- **What you have to do**: Every line in the data below from the one containing "I need the junctions" down to the one containing "Which roads connect", both included, must be retyped exactly; no other line is to appear.

Stored items from a collection:
*-*-*
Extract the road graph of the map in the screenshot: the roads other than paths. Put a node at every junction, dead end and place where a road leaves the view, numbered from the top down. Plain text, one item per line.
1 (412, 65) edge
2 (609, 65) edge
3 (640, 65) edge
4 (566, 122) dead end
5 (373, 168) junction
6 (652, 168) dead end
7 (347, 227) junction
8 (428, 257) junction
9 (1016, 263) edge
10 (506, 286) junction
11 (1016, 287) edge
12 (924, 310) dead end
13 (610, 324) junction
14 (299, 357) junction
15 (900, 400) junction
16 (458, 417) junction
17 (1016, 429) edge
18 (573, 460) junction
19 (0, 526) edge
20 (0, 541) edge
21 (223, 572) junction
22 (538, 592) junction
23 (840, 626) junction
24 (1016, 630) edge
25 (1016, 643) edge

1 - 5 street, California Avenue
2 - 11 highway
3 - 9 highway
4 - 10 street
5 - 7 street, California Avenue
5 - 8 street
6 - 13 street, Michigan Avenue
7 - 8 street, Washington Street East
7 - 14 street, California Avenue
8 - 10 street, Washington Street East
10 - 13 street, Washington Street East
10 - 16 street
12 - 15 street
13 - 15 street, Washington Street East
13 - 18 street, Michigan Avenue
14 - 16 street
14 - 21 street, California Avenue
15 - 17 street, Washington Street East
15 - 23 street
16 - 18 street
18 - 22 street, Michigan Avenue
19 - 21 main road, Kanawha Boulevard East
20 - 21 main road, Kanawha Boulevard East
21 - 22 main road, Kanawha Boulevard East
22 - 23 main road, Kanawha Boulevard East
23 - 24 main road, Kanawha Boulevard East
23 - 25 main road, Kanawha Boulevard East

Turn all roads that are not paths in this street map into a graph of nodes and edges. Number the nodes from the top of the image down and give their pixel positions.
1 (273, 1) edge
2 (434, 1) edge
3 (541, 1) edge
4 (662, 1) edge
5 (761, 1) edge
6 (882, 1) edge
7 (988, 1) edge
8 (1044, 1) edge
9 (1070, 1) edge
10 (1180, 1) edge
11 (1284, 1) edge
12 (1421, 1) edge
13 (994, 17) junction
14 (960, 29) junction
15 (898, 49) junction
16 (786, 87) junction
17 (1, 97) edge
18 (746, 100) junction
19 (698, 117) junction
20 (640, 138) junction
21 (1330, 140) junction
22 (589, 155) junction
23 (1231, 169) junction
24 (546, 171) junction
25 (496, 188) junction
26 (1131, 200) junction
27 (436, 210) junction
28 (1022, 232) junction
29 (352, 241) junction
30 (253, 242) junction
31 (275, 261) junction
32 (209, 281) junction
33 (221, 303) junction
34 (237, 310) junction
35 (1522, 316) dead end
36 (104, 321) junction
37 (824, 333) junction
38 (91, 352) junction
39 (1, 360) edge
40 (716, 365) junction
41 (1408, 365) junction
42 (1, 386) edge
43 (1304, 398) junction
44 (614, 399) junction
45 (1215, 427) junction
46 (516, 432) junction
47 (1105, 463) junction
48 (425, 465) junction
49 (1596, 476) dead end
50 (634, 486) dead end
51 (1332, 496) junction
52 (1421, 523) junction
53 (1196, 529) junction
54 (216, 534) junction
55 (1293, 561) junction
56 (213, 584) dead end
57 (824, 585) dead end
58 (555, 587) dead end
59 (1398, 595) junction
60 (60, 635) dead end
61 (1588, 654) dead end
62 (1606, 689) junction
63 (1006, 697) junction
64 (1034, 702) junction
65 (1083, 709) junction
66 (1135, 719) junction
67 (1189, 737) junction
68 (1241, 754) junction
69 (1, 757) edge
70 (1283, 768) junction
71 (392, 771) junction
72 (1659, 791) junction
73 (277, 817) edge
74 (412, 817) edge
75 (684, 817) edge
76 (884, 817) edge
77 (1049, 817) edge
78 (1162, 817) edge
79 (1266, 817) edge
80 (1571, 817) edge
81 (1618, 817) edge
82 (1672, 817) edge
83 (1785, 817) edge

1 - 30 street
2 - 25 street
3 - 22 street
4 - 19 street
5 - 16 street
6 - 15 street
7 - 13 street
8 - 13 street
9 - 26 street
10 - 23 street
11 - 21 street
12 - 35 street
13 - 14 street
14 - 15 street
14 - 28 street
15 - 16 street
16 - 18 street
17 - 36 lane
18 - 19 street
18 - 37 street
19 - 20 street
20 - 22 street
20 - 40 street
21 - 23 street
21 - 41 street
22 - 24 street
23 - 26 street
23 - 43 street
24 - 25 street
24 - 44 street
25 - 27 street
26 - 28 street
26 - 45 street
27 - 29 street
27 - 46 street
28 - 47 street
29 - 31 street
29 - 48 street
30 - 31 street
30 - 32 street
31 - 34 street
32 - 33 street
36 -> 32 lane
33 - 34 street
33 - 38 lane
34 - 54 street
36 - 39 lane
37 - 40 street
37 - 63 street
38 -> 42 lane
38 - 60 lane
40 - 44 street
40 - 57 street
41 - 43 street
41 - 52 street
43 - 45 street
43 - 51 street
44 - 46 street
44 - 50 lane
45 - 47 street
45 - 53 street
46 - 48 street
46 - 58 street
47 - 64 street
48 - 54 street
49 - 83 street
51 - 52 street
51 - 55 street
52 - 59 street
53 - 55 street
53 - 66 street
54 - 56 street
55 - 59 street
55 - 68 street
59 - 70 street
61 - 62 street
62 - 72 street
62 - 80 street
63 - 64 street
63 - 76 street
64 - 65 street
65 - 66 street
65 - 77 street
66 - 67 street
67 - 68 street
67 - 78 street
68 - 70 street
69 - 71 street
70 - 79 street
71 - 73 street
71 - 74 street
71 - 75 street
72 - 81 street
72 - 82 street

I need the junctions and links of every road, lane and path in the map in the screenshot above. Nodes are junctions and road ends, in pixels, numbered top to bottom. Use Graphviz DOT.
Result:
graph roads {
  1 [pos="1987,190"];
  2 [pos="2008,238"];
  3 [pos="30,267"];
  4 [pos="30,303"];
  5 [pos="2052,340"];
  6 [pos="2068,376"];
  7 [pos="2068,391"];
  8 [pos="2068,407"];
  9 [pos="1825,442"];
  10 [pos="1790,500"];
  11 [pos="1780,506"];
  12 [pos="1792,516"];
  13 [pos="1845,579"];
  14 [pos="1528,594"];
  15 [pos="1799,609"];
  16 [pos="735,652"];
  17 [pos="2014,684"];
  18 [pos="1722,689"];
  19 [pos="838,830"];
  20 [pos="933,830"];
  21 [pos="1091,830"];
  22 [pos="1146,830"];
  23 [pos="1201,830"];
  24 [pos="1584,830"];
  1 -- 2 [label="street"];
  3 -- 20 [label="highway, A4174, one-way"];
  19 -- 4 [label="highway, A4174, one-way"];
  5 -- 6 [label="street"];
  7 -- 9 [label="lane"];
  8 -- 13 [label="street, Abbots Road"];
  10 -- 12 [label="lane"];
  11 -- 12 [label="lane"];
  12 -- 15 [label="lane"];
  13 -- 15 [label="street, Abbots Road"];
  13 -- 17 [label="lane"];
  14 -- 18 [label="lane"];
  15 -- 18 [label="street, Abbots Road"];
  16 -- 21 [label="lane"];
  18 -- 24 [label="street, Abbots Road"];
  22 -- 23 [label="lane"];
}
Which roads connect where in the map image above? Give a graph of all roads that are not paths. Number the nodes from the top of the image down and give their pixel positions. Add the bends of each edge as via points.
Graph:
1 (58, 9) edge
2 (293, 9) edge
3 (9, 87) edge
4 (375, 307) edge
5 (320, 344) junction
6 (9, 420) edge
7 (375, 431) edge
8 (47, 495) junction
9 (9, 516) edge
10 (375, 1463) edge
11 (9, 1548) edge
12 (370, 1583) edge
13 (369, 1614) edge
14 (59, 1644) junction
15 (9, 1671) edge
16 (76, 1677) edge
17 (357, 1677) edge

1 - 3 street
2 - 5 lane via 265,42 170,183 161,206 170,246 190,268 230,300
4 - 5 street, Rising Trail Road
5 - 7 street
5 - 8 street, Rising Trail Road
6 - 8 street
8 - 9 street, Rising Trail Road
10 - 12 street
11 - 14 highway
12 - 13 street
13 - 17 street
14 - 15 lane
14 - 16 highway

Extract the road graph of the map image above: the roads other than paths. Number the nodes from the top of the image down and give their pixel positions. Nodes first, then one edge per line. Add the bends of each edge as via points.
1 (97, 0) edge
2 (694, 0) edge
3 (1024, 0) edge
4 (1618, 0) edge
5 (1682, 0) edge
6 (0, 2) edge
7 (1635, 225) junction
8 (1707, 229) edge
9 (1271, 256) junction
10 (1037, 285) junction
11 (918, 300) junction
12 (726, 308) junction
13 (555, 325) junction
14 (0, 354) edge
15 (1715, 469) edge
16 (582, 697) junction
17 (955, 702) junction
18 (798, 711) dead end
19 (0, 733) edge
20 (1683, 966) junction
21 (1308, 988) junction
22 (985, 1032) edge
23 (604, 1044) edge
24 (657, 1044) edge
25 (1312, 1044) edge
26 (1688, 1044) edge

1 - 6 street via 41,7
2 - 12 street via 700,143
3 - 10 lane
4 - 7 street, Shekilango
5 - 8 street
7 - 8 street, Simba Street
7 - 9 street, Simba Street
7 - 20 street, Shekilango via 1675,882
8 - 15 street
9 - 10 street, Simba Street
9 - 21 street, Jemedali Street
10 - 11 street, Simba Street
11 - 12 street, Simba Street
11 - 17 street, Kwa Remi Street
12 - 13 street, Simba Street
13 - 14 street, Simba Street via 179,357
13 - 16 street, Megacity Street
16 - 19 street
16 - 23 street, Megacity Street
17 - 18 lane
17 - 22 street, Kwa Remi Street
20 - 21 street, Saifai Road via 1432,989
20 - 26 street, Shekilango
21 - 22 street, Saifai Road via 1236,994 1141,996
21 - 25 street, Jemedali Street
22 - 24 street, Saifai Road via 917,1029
*-*-*
- **Output for this task**:
I need the junctions and links of every road, lane and path in the map in the screenshot above. Nodes are junctions and road ends, in pixels, numbered top to bottom. Use Graphviz DOT.
Result:
graph roads {
  1 [pos="1987,190"];
  2 [pos="2008,238"];
  3 [pos="30,267"];
  4 [pos="30,303"];
  5 [pos="2052,340"];
  6 [pos="2068,376"];
  7 [pos="2068,391"];
  8 [pos="2068,407"];
  9 [pos="1825,442"];
  10 [pos="1790,500"];
  11 [pos="1780,506"];
  12 [pos="1792,516"];
  13 [pos="1845,579"];
  14 [pos="1528,594"];
  15 [pos="1799,609"];
  16 [pos="735,652"];
  17 [pos="2014,684"];
  18 [pos="1722,689"];
  19 [pos="838,830"];
  20 [pos="933,830"];
  21 [pos="1091,830"];
  22 [pos="1146,830"];
  23 [pos="1201,830"];
  24 [pos="1584,830"];
  1 -- 2 [label="street"];
  3 -- 20 [label="highway, A4174, one-way"];
  19 -- 4 [label="highway, A4174, one-way"];
  5 -- 6 [label="street"];
  7 -- 9 [label="lane"];
  8 -- 13 [label="street, Abbots Road"];
  10 -- 12 [label="lane"];
  11 -- 12 [label="lane"];
  12 -- 15 [label="lane"];
  13 -- 15 [label="street, Abbots Road"];
  13 -- 17 [label="lane"];
  14 -- 18 [label="lane"];
  15 -- 18 [label="street, Abbots Road"];
  16 -- 21 [label="lane"];
  18 -- 24 [label="street, Abbots Road"];
  22 -- 23 [label="lane"];
}
Which roads connect where in the map image above? Give a graph of all roads that are not paths. Number the nodes from the top of the image down and give their pixel positions. Add the bends of each edge as via points.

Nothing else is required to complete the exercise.